The use of MIMO implies new ways to handle near, far and alien crosstalk as well as equalization. Designers will also need to craft great echo cancellation devices, multilevel pulse-amplitude modulation (PAM) capability and highly linear, high-bandwidth analog circuitry. "A fair amount of the signal processing is done in the analog domain," said Zimmerman.

He said the SolarFlare approach requires an effectively 800-Msample/s A/D converter.

Plato Labs is using analog signal processing and DSP to implement all the necessary equalizations. Parts such as Maxim's MAX3802, a quad 3.2-Gbit/s adaptive cable equalizer for copper, show the way forward, said Plato Labs founder Joseph Babanezhad.

As for the MIMO techniques, Lucent has shown how it can actually use crosstalk in a wireless setting to improve channel capabilities. For 10-G Base T, MIMO involves treating the four pairs of Category 5 unshielded twisted-pair wiring as one channel with four inputs and outputs.

"This buys you a substantial savings in computational requirements," said Zimmerman.

That's important, because "if we address this problem in a conventional manner it's a 12-teraoperation/s problem," probably requiring a 20 x 20-mm die, he said. "That's not economically feasible. But we came up with an unconventional, proprietary architecture and algorithms that reduce this to a 1.5 tera-ops problem, so now it's in the ballpark." He said today's quad and octal 1,000 Base T parts need silicon performance in the same range.

In SolarFlare's approach, no major rework is needed on line codes or modulation schemes beyond some extensions to the current PAM spec, said Zimmerman. But the startup's most controversial concept is extending 100-MHz Category 5 wiring to Nyquist signaling rates of 400 MHz — well beyond the range of even higher-grade, Cat. 6 cable.

This may become a source of discord in the standards work. That's because all the proposals submitted to the 10-G Base T call for interest were PAM-based, but many opted for different numbers of coding levels.

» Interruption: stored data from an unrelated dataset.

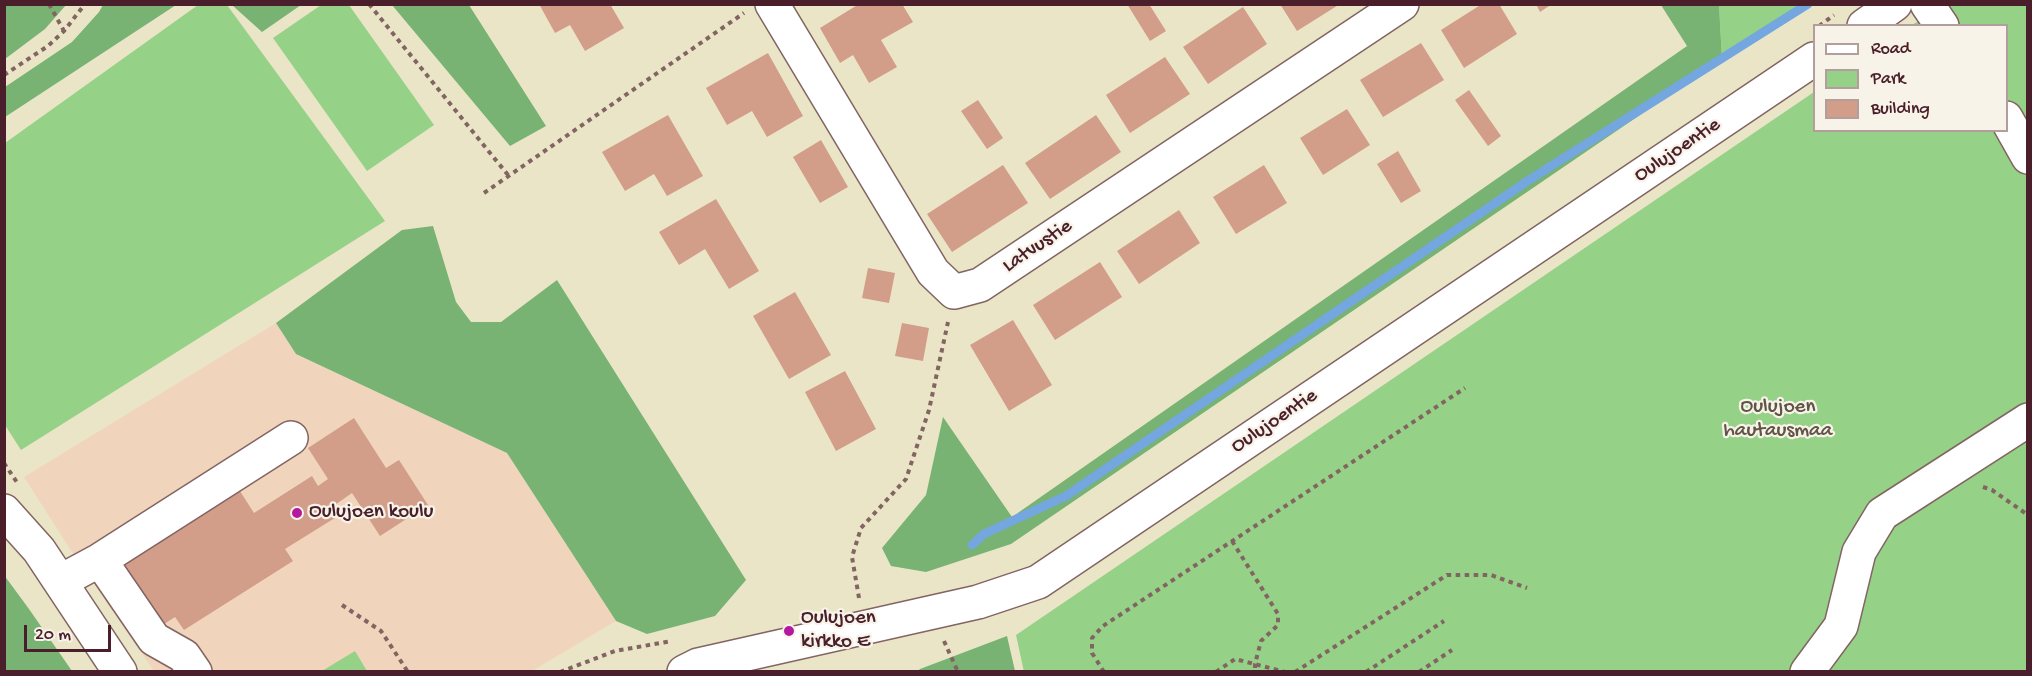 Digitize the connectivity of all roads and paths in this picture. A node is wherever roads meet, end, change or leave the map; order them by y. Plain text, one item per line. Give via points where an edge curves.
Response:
1 (49, 4) edge
2 (85, 4) edge
3 (369, 4) edge
4 (1402, 4) edge
5 (1895, 4) edge
6 (1927, 4) edge
7 (775, 9) edge
8 (1867, 24) edge
9 (1941, 24) edge
10 (64, 32) junction
11 (1813, 60) edge
12 (4, 75) edge
13 (2008, 120) edge
14 (2028, 157) edge
15 (508, 175) junction
16 (484, 193) dead end
17 (954, 292) junction
18 (1465, 388) dead end
19 (2028, 420) edge
20 (291, 438) dead end
21 (1945, 475) junction
22 (4, 511) edge
23 (2028, 515) edge
24 (1232, 541) junction
25 (100, 560) junction
26 (61, 581) junction
27 (1527, 588) dead end
28 (342, 605) dead end
29 (860, 608) dead end
30 (1443, 621) dead end
31 (673, 640) dead end
32 (1452, 650) dead end
33 (1255, 664) junction
34 (120, 672) edge
35 (195, 672) edge
36 (408, 672) edge
37 (560, 672) edge
38 (684, 672) edge
39 (1104, 672) edge
40 (1216, 672) edge
41 (1255, 672) edge
42 (1285, 672) edge
43 (1295, 672) edge
44 (1366, 672) edge
45 (1419, 672) edge
46 (1807, 672) edge

1 - 10 path
2 - 10 path
3 - 15 path
4 - 17 street, Latvustie via 980,285
5 - 8 street
6 - 9 street
7 - 15 path via 761,16 748,10
7 - 17 street via 933,272
10 - 12 path
11 - 38 street, Oulujoentie via 1038,582 978,602 698,665
13 - 14 street
15 - 16 path
17 - 29 path via 929,410 906,479 861,528 852,557
18 - 24 path
19 - 21 street
20 - 25 street
21 - 23 path via 1992,490
21 - 46 street via 1882,514 1859,552 1841,626
22 - 26 street
24 - 33 path via 1278,614 1278,625 1261,641
24 - 39 path via 1103,626 1092,638 1092,653
25 - 26 street
25 - 35 street via 154,639 184,656
26 - 34 street
27 - 43 path via 1491,575 1448,575
28 - 36 path via 381,631
30 - 44 path
31 - 37 path via 615,651
32 - 45 path
33 - 40 path via 1234,659
33 - 41 path
33 - 42 path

"We are going to present proposals that talk about using 400 MHz of bandwidth on Category 5 wire with relatively moderate launch power," Zimmerman said of his planned tutorial at the meeting on the Hawaiian island of Kauai. "We won't go into detailed disclosure about our intellectual property for reducing the complexity of such a design, but we will talk about functions these techniques perform."

ISDN, digital subscriber line, Ethernet in the first mile and even 10 Base T have used information on characteristics of Category 5 beyond its 100-MHz rating, he noted. "People don't assume everything stops at 100 MHz; they build models that are continuous in frequency.

"For instance, near- and far-end crosstalk gets worse going up in frequency, but it still behaves by roughly the same physics, and we can model that," Zimmerman said. "We have taken substantial measurements of cabling and configurations from a wide variety of manufacturers to validate the physics."

Nevertheless, Zimmerman said he expects "a lot of resistance" from cable makers that want to sell more expensive copper grades and from chip makers that say the SolarFlare proposal simply can't be implemented.

According to Cicada's Telang, SolarFlare will recommend a Nyquist frequency of 416 MHz, but the actual signaling frequency will be at 833 MHz using 3 bits per symbol to achieve 2.5 Gbits/s over each of four copper pairs, adding up to 10 Gbits/s.

"I think we will need to ask the cable industry to recharacterize Cat. 5 for 400 MHz. Maybe they could relabel and sell it as Cat. 5ex or something," Telang said. But he said he doubts cable makers would be willing, because the costs of the testing could not be recouped by the small margin users would pay for the more thoroughly tested cable.

"If we change the media," Zimmerman warned, "it substantially lessens the business proposition." The SolarFlare founder said his company's technology could be used to craft practical parts that would comfortably fall between the costs of today's $10 to $30 1,000 Base T physical-layer devices and nearly $1,000 10-Gbit optical transceivers. Power dissipation should not be a problem, since 1,000 Base T PHYs started at 7 watts but have fallen to less than 1 W as process technology has improved. Zimmerman also expressed confidence his techniques would lend themselves to designing 1- and 10-Gbit parts similar to today's 10/100/1,000-Mbit devices.